I’m reminded of the venomous responses to Walker’s HuffPo post as I consider the current state of the RNC Chair race. Many of the 168 voting Committee members are clamoring for a uniformly conservative Party that brands social moderates, libertarians, and centrists as ideologically impure. Even those who pay lip service to Ronald Reagan’s notion of a big GOP tent seem comfortable marginalizing Republicans whose conservative bona fides don’t measure up to their questionable standards.
Minnesota GOP Chairman Saul Anuzis donned his RINO-huntin’ gear early in the race for national Chair and set his sights on Michael Steele, the former Lieutenant Governor of Maryland. James Richardson explains:
Shortly after launching his campaign for RNC Chairman in mid-November, Saul Anuzis, the beleaguered MIGOP Chairman, began circulating news of LGBT (read: moderate) support for former Maryland Lt. Governor Michael Steele to prominent social conservative committee members.
Steele’s past work with Christine Todd Whitman’s centrist Republican Leadership Council, his dissenters argue, disqualifies him to lead the Republican Party as the faithful opposition to President Obama’s social agenda and economic recovery plan.

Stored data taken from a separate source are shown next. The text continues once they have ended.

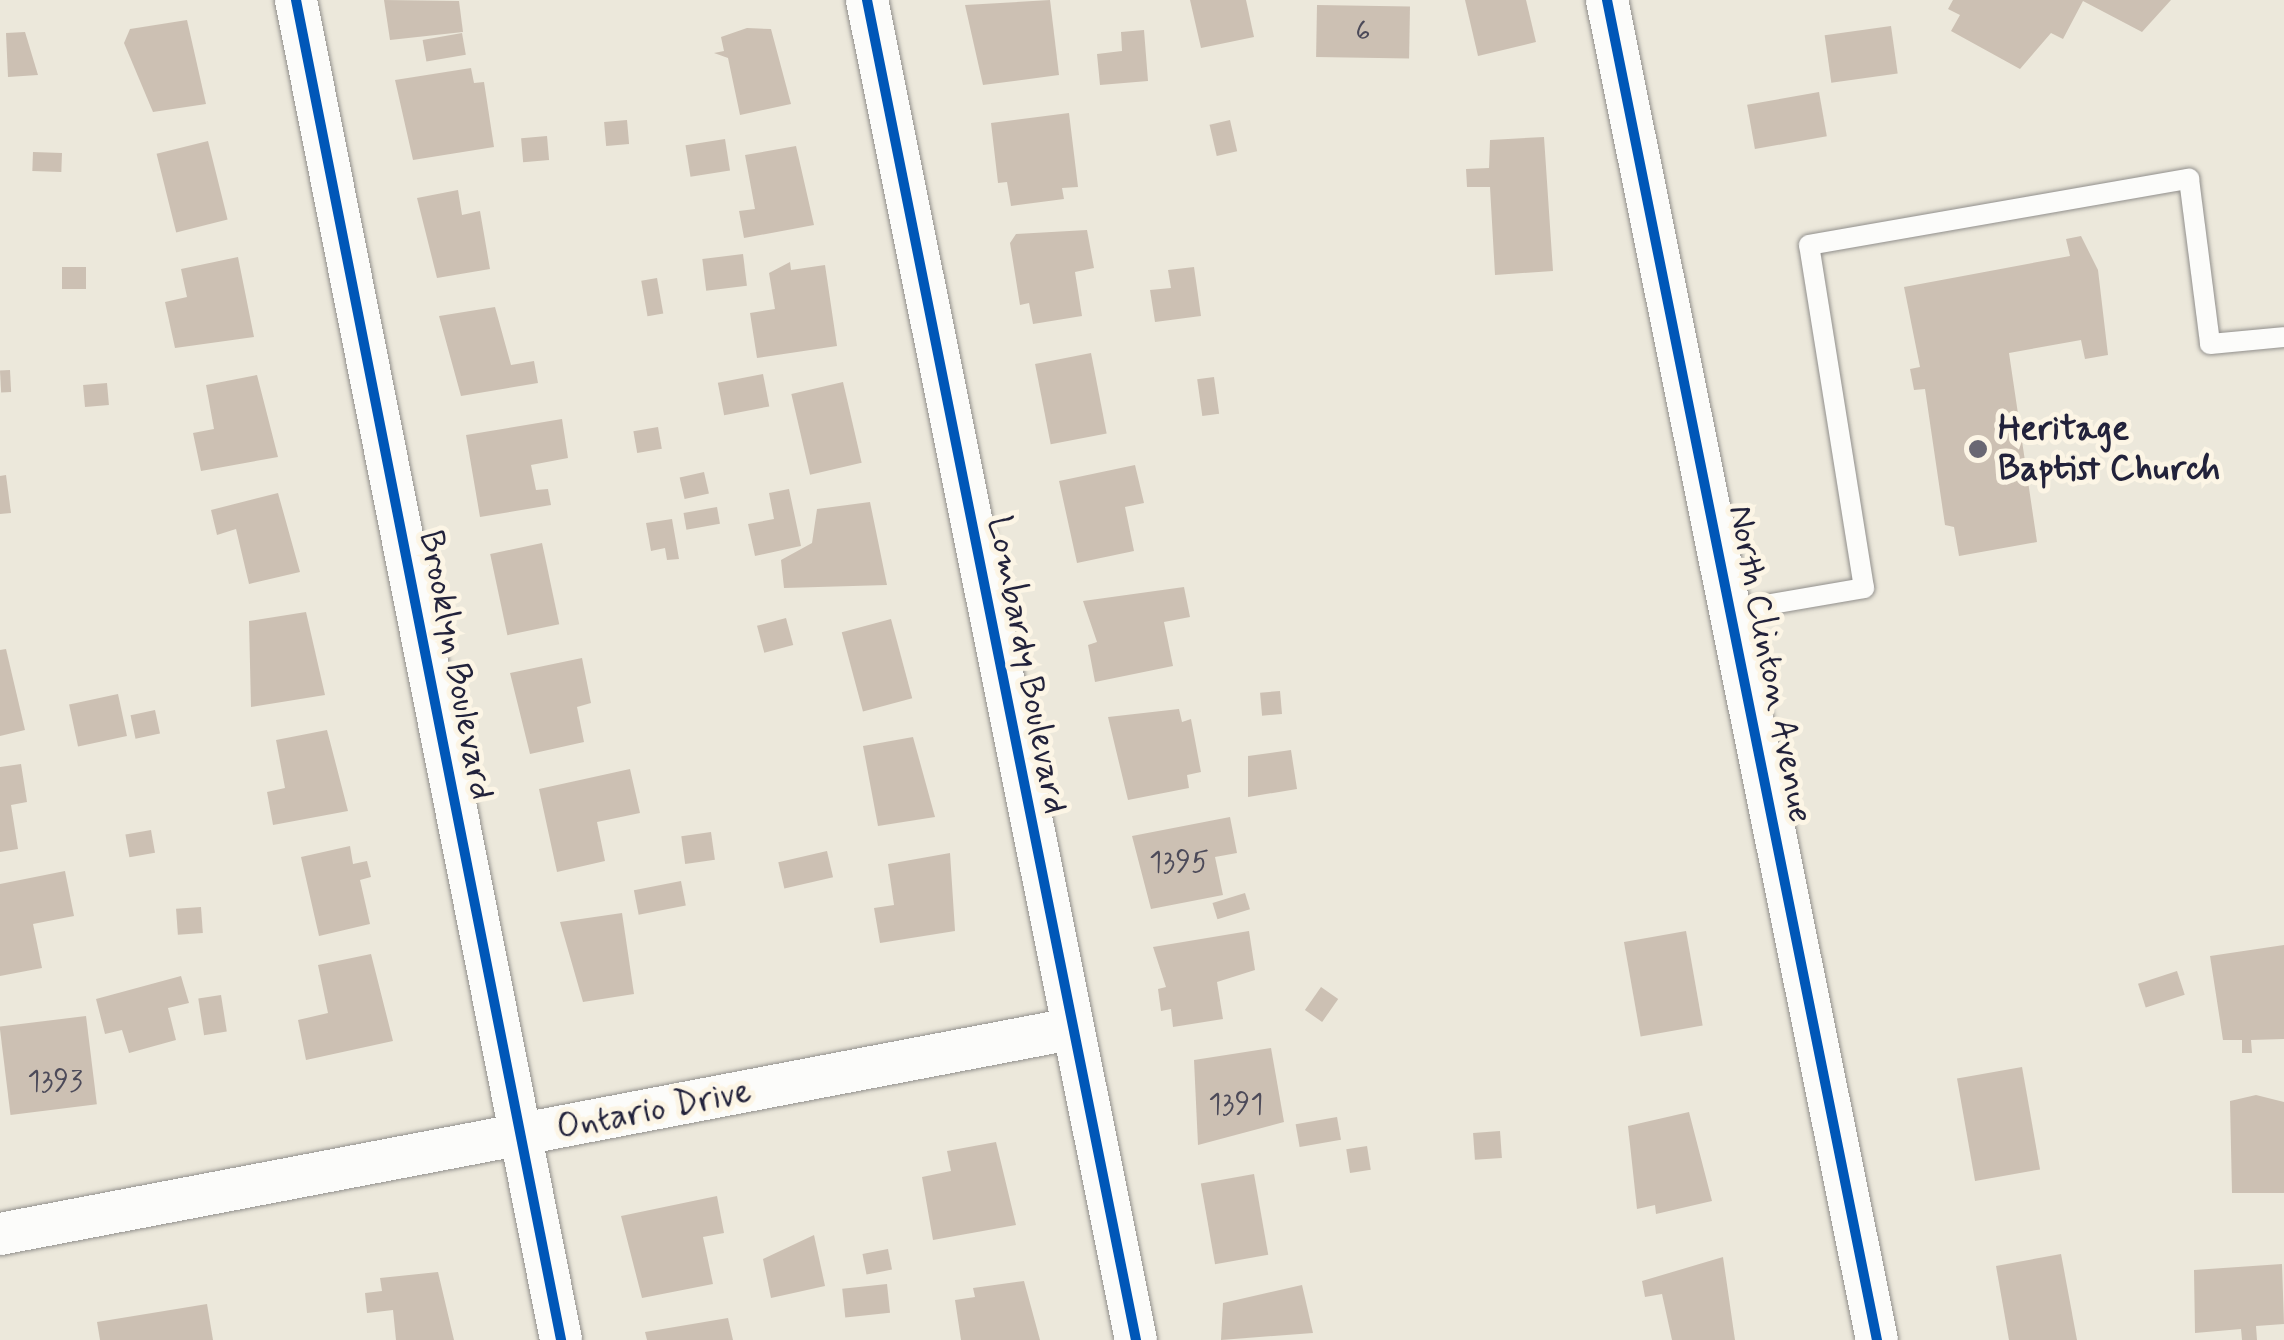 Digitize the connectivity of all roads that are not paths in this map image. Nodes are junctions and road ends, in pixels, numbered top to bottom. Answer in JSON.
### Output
{"nodes":[{"id":1,"x":296,"y":0,"type":"edge"},
{"id":2,"x":868,"y":0,"type":"edge"},
{"id":3,"x":1607,"y":0,"type":"edge"},
{"id":4,"x":2284,"y":337,"type":"edge"},
{"id":5,"x":1732,"y":611,"type":"junction"},
{"id":6,"x":1071,"y":1029,"type":"junction"},
{"id":7,"x":522,"y":1135,"type":"junction"},
{"id":8,"x":0,"y":1234,"type":"edge"},
{"id":9,"x":561,"y":1340,"type":"edge"},
{"id":10,"x":1136,"y":1340,"type":"edge"},
{"id":11,"x":1877,"y":1340,"type":"edge"}],
"edges":[{"from":1,"to":7,"type":"street","name":"Brooklyn Boulevard"},
{"from":2,"to":6,"type":"street","name":"Lombardy Boulevard"},
{"from":3,"to":5,"type":"street","name":"North Clinton Avenue"},
{"from":4,"to":5,"type":"lane"},
{"from":5,"to":11,"type":"street","name":"North Clinton Avenue"},
{"from":6,"to":7,"type":"street","name":"Ontario Drive"},
{"from":6,"to":10,"type":"street","name":"Lombardy Boulevard"},
{"from":7,"to":8,"type":"street","name":"Ontario Drive"},
{"from":7,"to":9,"type":"street","name":"Brooklyn Boulevard"}]}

Later, when the Log Cabin Republicans reached out to each of the RNC candidates, an Anuzis operative named Katie Packer responded on his behalf, calling him “a reasonable individual who does not seek to grow the party by dividing it.”
Right. So first Anuzis uses gay support as a not-so-subtle litmus test to indicate an opponent’s failings, and then his rep cozies up to the Log Cabin Republicans. But wait, there’s more:
After news of Team Anuzis’ correspondence broke, Saul quickly distanced himself from Packer and said he had approved no such outreach, nor did he seek Log Cabin’s endorsement. Still working to build inroads in the social conservative community, Saul simply couldn’t afford the perception that he was seeking to “grow the party” with the help of, gasp, gay and moderate Republicans.

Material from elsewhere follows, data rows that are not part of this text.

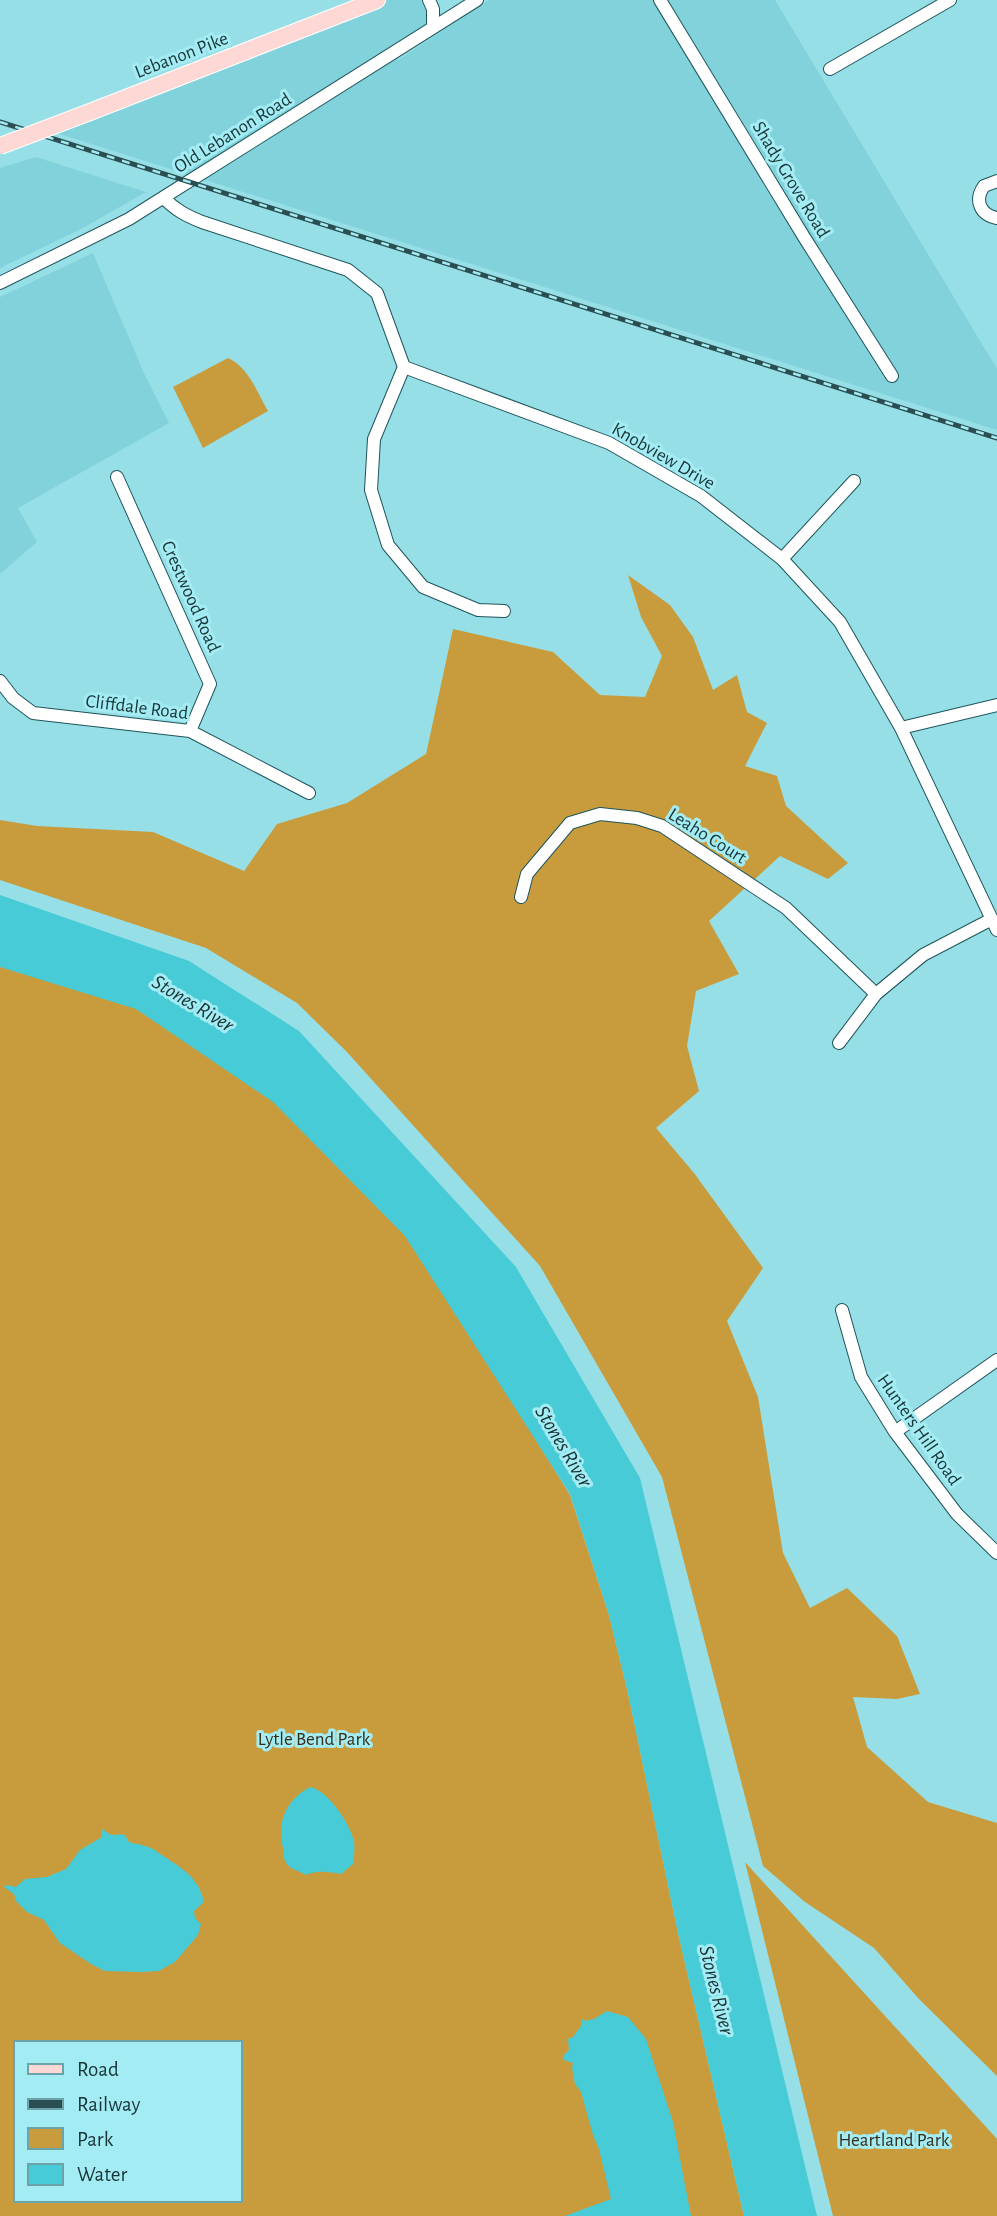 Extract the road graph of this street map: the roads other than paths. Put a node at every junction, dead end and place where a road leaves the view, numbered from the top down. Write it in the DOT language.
graph roads {
  1 [pos="377,0"];
  2 [pos="429,0"];
  3 [pos="477,0"];
  4 [pos="660,0"];
  5 [pos="950,0"];
  6 [pos="347,5"];
  7 [pos="433,27"];
  8 [pos="830,69"];
  9 [pos="0,146"];
  10 [pos="997,181"];
  11 [pos="164,198"];
  12 [pos="997,218"];
  13 [pos="0,283"];
  14 [pos="404,367"];
  15 [pos="892,376"];
  16 [pos="117,477"];
  17 [pos="854,481"];
  18 [pos="782,559"];
  19 [pos="504,611"];
  20 [pos="0,681"];
  21 [pos="997,705"];
  22 [pos="901,728"];
  23 [pos="190,731"];
  24 [pos="309,793"];
  25 [pos="521,897"];
  26 [pos="994,924"];
  27 [pos="876,994"];
  28 [pos="839,1043"];
  29 [pos="842,1310"];
  30 [pos="997,1360"];
  31 [pos="895,1432"];
  32 [pos="997,1553"];
  1 -- 6 [label="main road, Lebanon Pike"];
  2 -- 7 [label="street"];
  3 -- 7 [label="street, Old Lebanon Road"];
  4 -- 15 [label="street, Shady Grove Road"];
  5 -- 8 [label="street"];
  6 -- 9 [label="main road, Lebanon Pike, bridge"];
  7 -- 11 [label="street, Old Lebanon Road"];
  10 -- 12 [label="street"];
  11 -- 13 [label="street, Old Lebanon Road"];
  11 -- 14 [label="street"];
  14 -- 18 [label="street, Knobview Drive"];
  14 -- 19 [label="street"];
  16 -- 23 [label="street, Crestwood Road"];
  17 -- 18 [label="street"];
  18 -- 22 [label="street, Knobview Drive"];
  20 -- 23 [label="street, Cliffdale Road"];
  21 -- 22 [label="street"];
  22 -- 26 [label="street, Knobview Drive"];
  23 -- 24 [label="street, Cliffdale Road"];
  25 -- 27 [label="street, Leaho Court"];
  26 -- 27 [label="street"];
  27 -- 28 [label="street"];
  29 -- 31 [label="street, Hunters Hill Road"];
  30 -- 31 [label="street"];
  31 -- 32 [label="street, Hunters Hill Road"];
}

I understand that many Americans, President Obama included, do not support full equality for gays and lesbians, but is it really required political posturing for an RNC Chair candidate to publicly distance himself from gay outreach? Is Anuzis worried his RNC buddies will think he picked up GRIDS cooties from contact with the gays?
Last November, Senator McCain won more of the gay vote than any other Republican presidential candidate has ever received – 1.3 million votes and 27% of the LGBT vote, according to exit polls. Let’s hope we can continue that trend with an RNC Chair who understands and believes in a big Republican tent, not one who makes nice to gay Republicans and moderates in private while publicly rejecting their support and excluding them from Party politics.
Liberals often promote the idea that they have a monopoly on inclusivity and acceptance, while the GOP is the party of homophobia, racism, sexism, and a host of other -isms. It’s a myth I bought into for an embarrassingly long time, a myth that contributes to the inability of the GOP to appeal to more blue staters.
B. Daniel Blatt of GayPatriot has written a piece for the Washington Blade that should be required reading for liberals. In Proud to be a Republican, he describes how his experience as an openly gay republican at the RNC helped him confirm that “it’s easier to be openly gay among conservatives than it is to be openly conservative among gays.”
Lately I’ve been somewhat disheartened by my own skepticism about the existence of a big tent, but B. Daniel Blatt’s account of how he was received at the Convention gives me hope and makes me proud to be a Republican.